On 19 December 2019, the Iranian ambassador to the UN, Majid Takht Ravanchi, addressed the UN Security Council and mentioned a two-year-old girl, Ava who died due to EB, in his remarks:

"Nowadays, the importation of these special bandages for EBs has become almost impossible, endangering the lives of innocent children like Ava. Now butterflies are feeling the pain of the U.S. inhumane sanctions with their hearts and souls. In June this year, Ava was relieved of pain forever and passed away. Her story only reflects the tip of the iceberg, as children and adults with cancer and rare diseases are struggling in silence with death. Killing children and patients takes no courage!”

===Haemophilia===
Approximately 40,000 haemophilics were unable to obtain blood-clotting medications, and operations on haemophiliacs were effectively postponed due to the risks posed by the shortages. A haemophilic teenage boy died from his illness as a result of a pharmaceutical shortage caused by the sanctions.

===HIV/AIDS===
An estimated 73,000 Iranians living with HIV/AIDS have very limited access to the medications they require to stay healthy. Interrupting HIV treatment due to lack of anti-retroviral medications can cause the HIV virus to mutate, resulting in resistant strains of the HIV virus, making it harder to treat. HIV medications, are crucial for managing HIV infection by suppressing the HIV virus. HIV medications can also maintain an undetectable viral count, making it impossible for the virus to replicate and transmit to others through sexual contact, blood transfusions, needles or breastfeeding. This is critical for preventing HIV transmission and reducing the spread of the epidemic globally ( Undetectable = Untransmittable ).

===Blood Disorders===
The organization representing the 8,000 Iranians with thalassemia, an inherited blood disorder, reported that its members were starting to die given the lack of an essential medicine, deferoxamine, needed to regulate the iron content of the blood.
In addition, Iran was unable to purchase medical equipment such as autoclaves, which are required for the creation of numerous medications, since some of the largest Western pharmaceutical corporations declined to carry out business with the country.

Specialty medications such as the blood thinner medication Rivaroxaban, sold under the brand name Xarelto, has become very difficult to find and procure in Iran due to the U.S. sanctions. Blood thinner medications such as Xarelto are used to help prevent blood clotting for high risk patients.

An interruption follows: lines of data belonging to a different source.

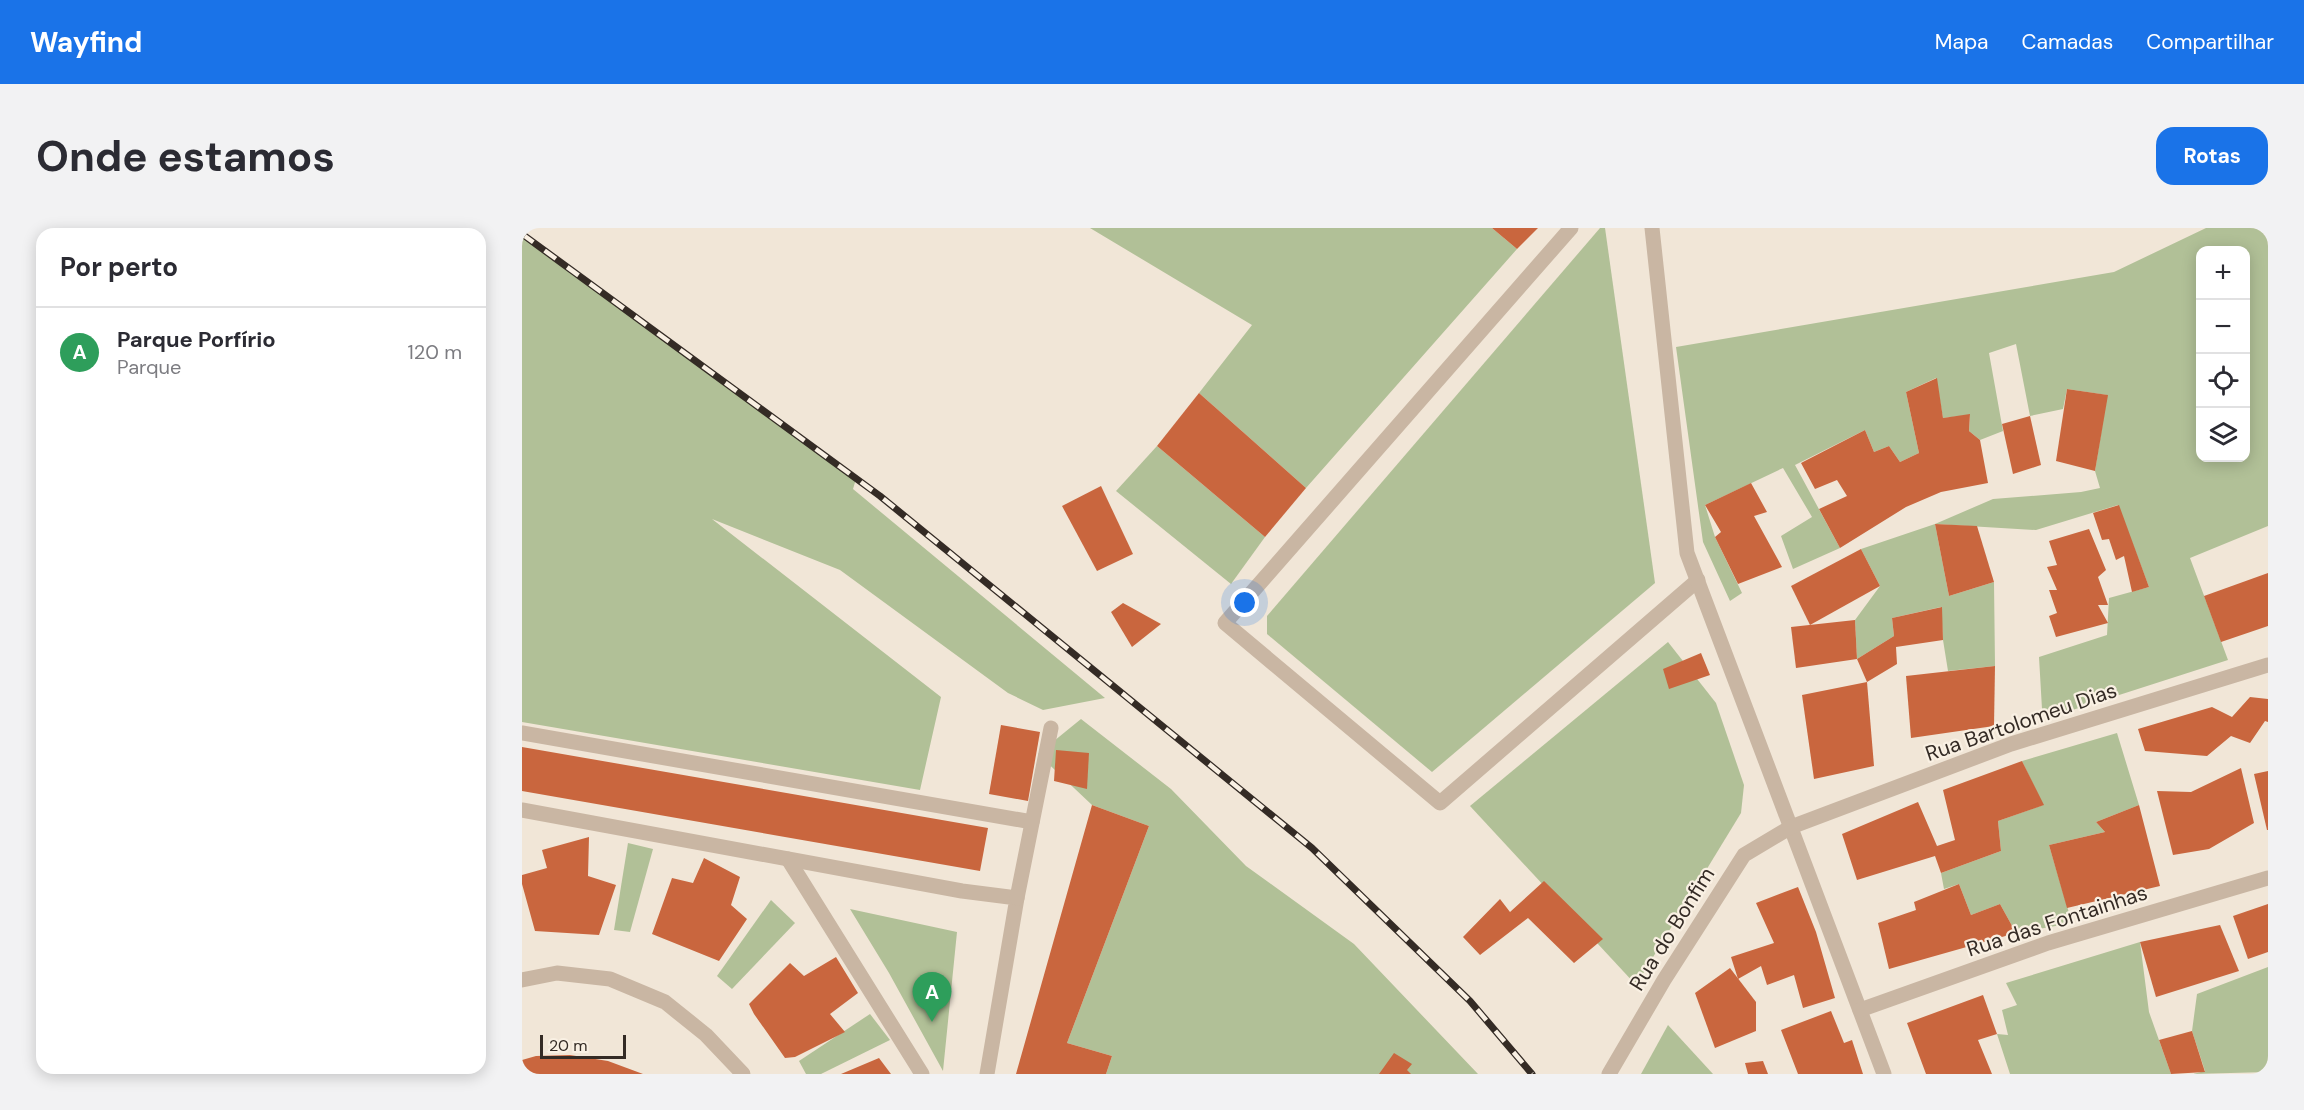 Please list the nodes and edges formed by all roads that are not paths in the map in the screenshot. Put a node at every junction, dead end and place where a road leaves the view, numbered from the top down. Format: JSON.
{"nodes":[{"id":1,"x":1571,"y":228,"type":"edge"},
{"id":2,"x":1652,"y":228,"type":"edge"},
{"id":3,"x":1698,"y":580,"type":"junction"},
{"id":4,"x":2268,"y":665,"type":"edge"},
{"id":5,"x":1051,"y":728,"type":"dead end"},
{"id":6,"x":522,"y":733,"type":"edge"},
{"id":7,"x":522,"y":810,"type":"edge"},
{"id":8,"x":1032,"y":822,"type":"junction"},
{"id":9,"x":1791,"y":827,"type":"junction"},
{"id":10,"x":788,"y":859,"type":"junction"},
{"id":11,"x":2268,"y":878,"type":"edge"},
{"id":12,"x":1017,"y":898,"type":"junction"},
{"id":13,"x":522,"y":980,"type":"edge"},
{"id":14,"x":1860,"y":1010,"type":"junction"},
{"id":15,"x":743,"y":1074,"type":"edge"},
{"id":16,"x":922,"y":1074,"type":"edge"},
{"id":17,"x":987,"y":1074,"type":"edge"},
{"id":18,"x":1609,"y":1074,"type":"edge"},
{"id":19,"x":1884,"y":1074,"type":"edge"}],
"edges":[{"from":1,"to":3,"type":"street"},
{"from":2,"to":3,"type":"street"},
{"from":3,"to":9,"type":"street"},
{"from":4,"to":9,"type":"street","name":"Rua Bartolomeu Dias"},
{"from":5,"to":8,"type":"street"},
{"from":6,"to":8,"type":"street"},
{"from":7,"to":10,"type":"street"},
{"from":8,"to":12,"type":"street"},
{"from":9,"to":14,"type":"street"},
{"from":9,"to":18,"type":"street","name":"Rua do Bonfim"},
{"from":10,"to":12,"type":"street"},
{"from":10,"to":16,"type":"street"},
{"from":11,"to":14,"type":"street","name":"Rua das Fontainhas"},
{"from":12,"to":17,"type":"street"},
{"from":13,"to":15,"type":"street"},
{"from":14,"to":19,"type":"street"}]}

===During the COVID-19 pandemic===
During the COVID-19 pandemic, China, the United Kingdom, the Group of 77, and experts urged the United States to ease sanctions on Iran to assist it in combating the increasing coronavirus outbreak. "There is no doubt that Iran’s capacity to respond to the novel coronavirus has been hampered by the Trump administration's economic sanctions, and the death toll is likely much higher than it would have been as a result," Center for Economic and Policy Research (CEPR) Co-director Mark Weisbrot said. He added that there was no doubt that the sanctions had hindered Iran's ability to contain the outbreak, resulting in more illnesses and potentially the virus' spreading outside the country's boundaries.

The management of the COVID-19 crisis in Iran was made more complicated as a result of the sanctions consequences. Human Rights Watch issued a statement on April 6, 2020, urging the US to ease sanctions against Iran so that Iran could have "access to crucial humanitarian resources during the [coronavirus] pandemic."

Bloomberg reported in October 2020 that US sanctions had blocked the shipping of 2 million doses of influenza vaccination. The Red Crescent Society of Iran reported that the severe economic sanctions rendered the local Shahr Bank insolvent, thereby halting the vital cargo.